Well, it’s been a while, but I’m finally back to conclude this run down of our ideal customer profiles with part four – the Department Head. I’ve already looked at the process guy, the tech guy and the budget guy.

To recap, the process guy is usually our first point of contact. He wants to improve process, drive down IT costs, improve efficiency and so forth, and realizes that he needs to understand, empirically and backed up with real data, what the IT department is doing. The tech guy comes in to verify that what we claim SMI Suite can do, it can actually do, and that we really can deliver an out of the box solution with none of the data warehouse, BI team, dedicated DBA nonsense that you would usually expect. Once they’re both on-board, they’ll bring in the budget guy to approve the spend – which, given the cost of the alternatives, is rarely a big ask.

But often there’s one final person we need to convince, and that’s the department head. He’s the guy with overall responsibility, the one with the vision for how he wants his department to operate. Often we find that he simply isn’t interested in the level of detail that speaks to the other three. He isn’t immediately concerned with exactly what SMI Suite does, or how it does it.

He is, however, concerned about what the implementation of SMI Suite will mean to the big picture, because he’s the ultimate big picture guy.

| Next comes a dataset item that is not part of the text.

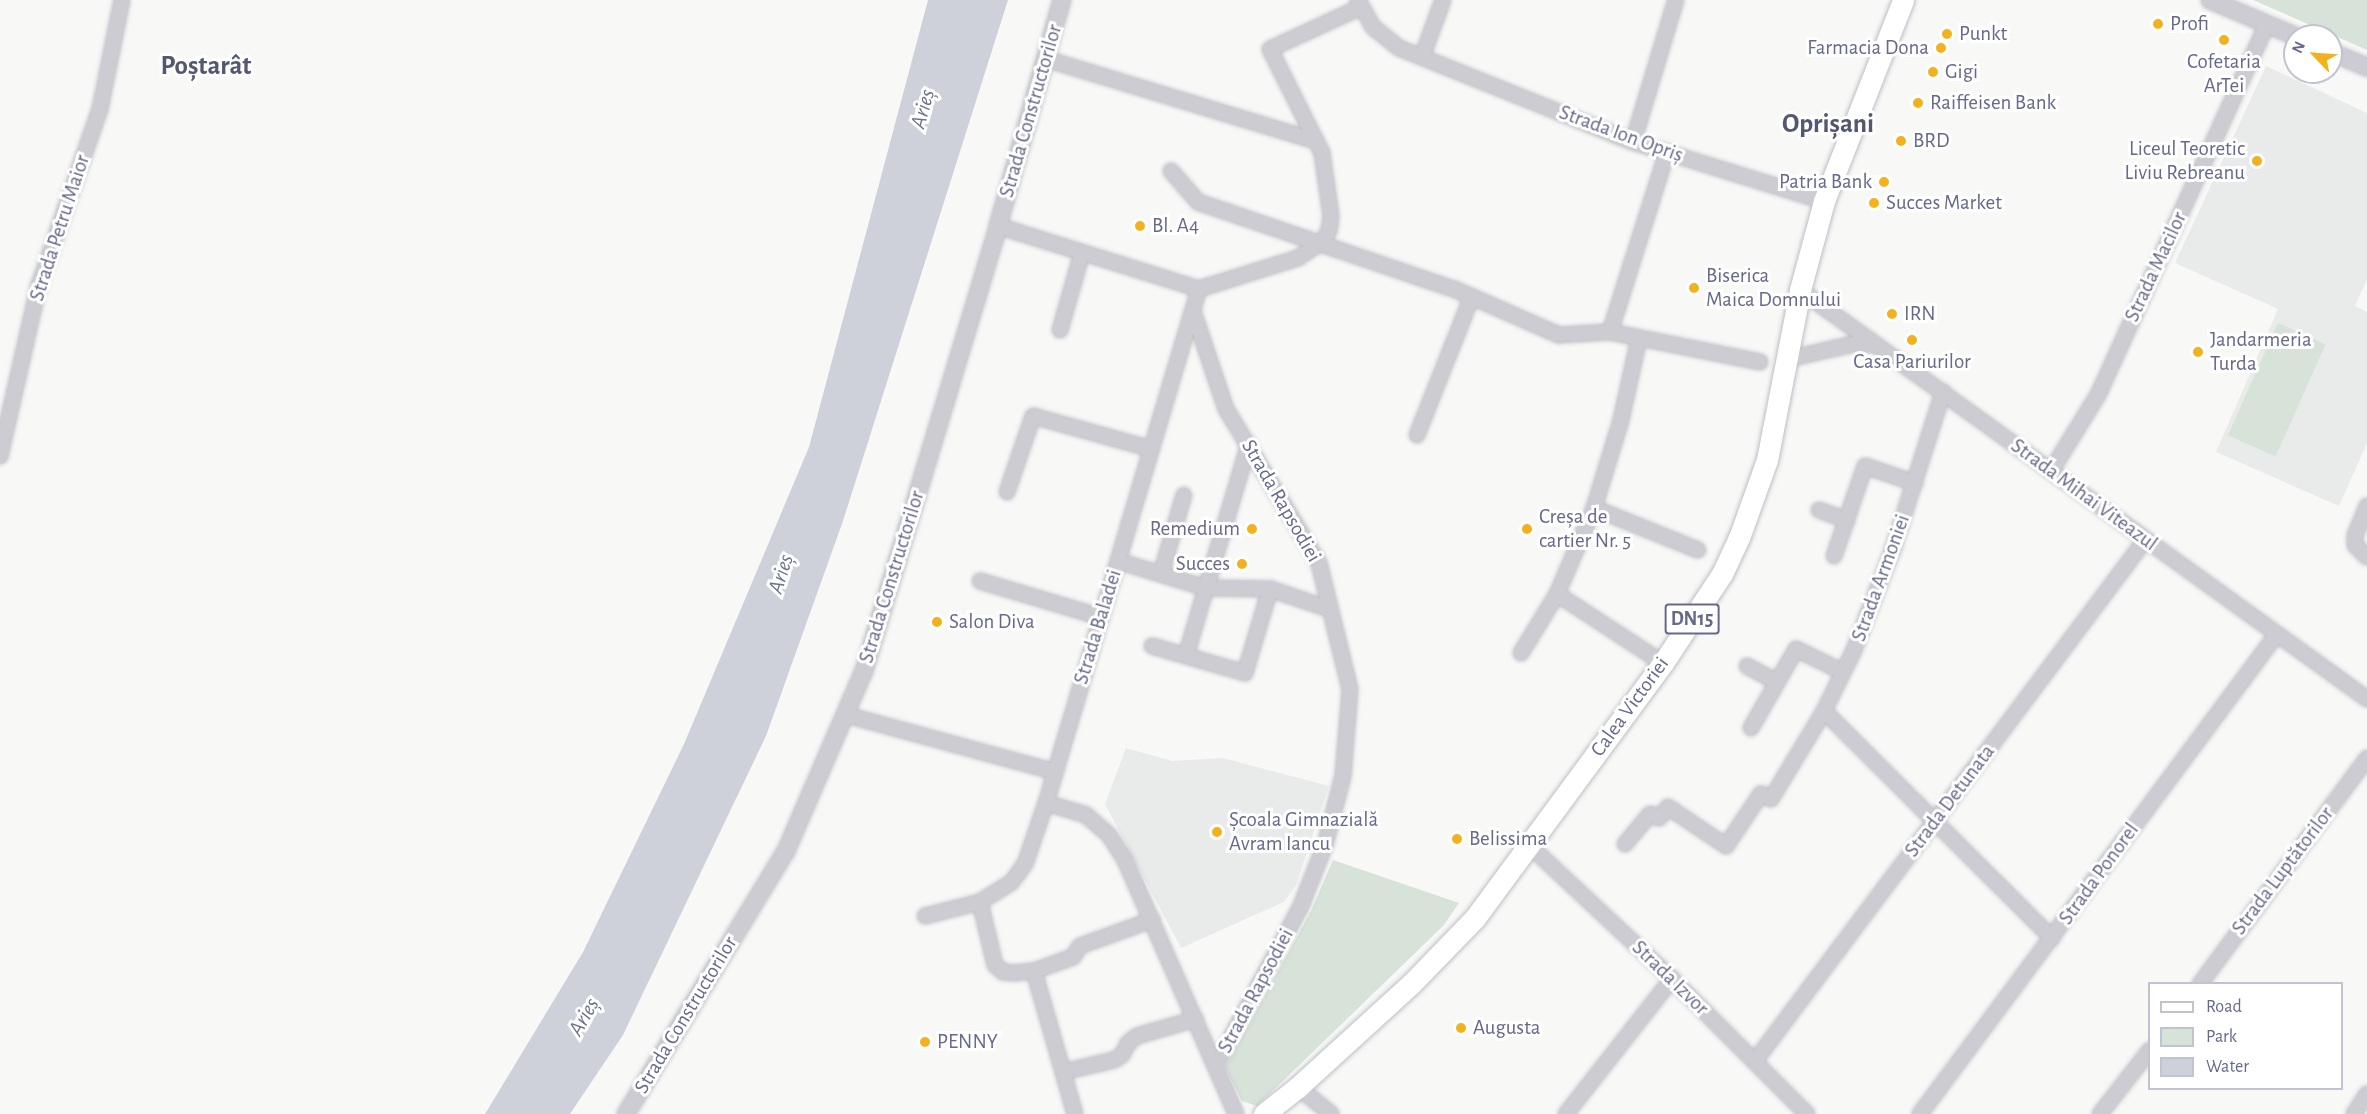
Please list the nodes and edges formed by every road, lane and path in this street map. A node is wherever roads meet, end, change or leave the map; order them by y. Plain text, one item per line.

He wants to know how much money SMI Suite is going to save him, and how long it’s going to take for him to get a return on his investment. He wants to know which other big players – and particularly those in the same sector, or those of a similar size – are using SMI Suite and what their experiences are. The flipside of that is that once SMI Suite is up and running, and the ROI well demonstrated, he is usually happen to give us the sort of customer testimonial that we can then use on the next department head we encounter.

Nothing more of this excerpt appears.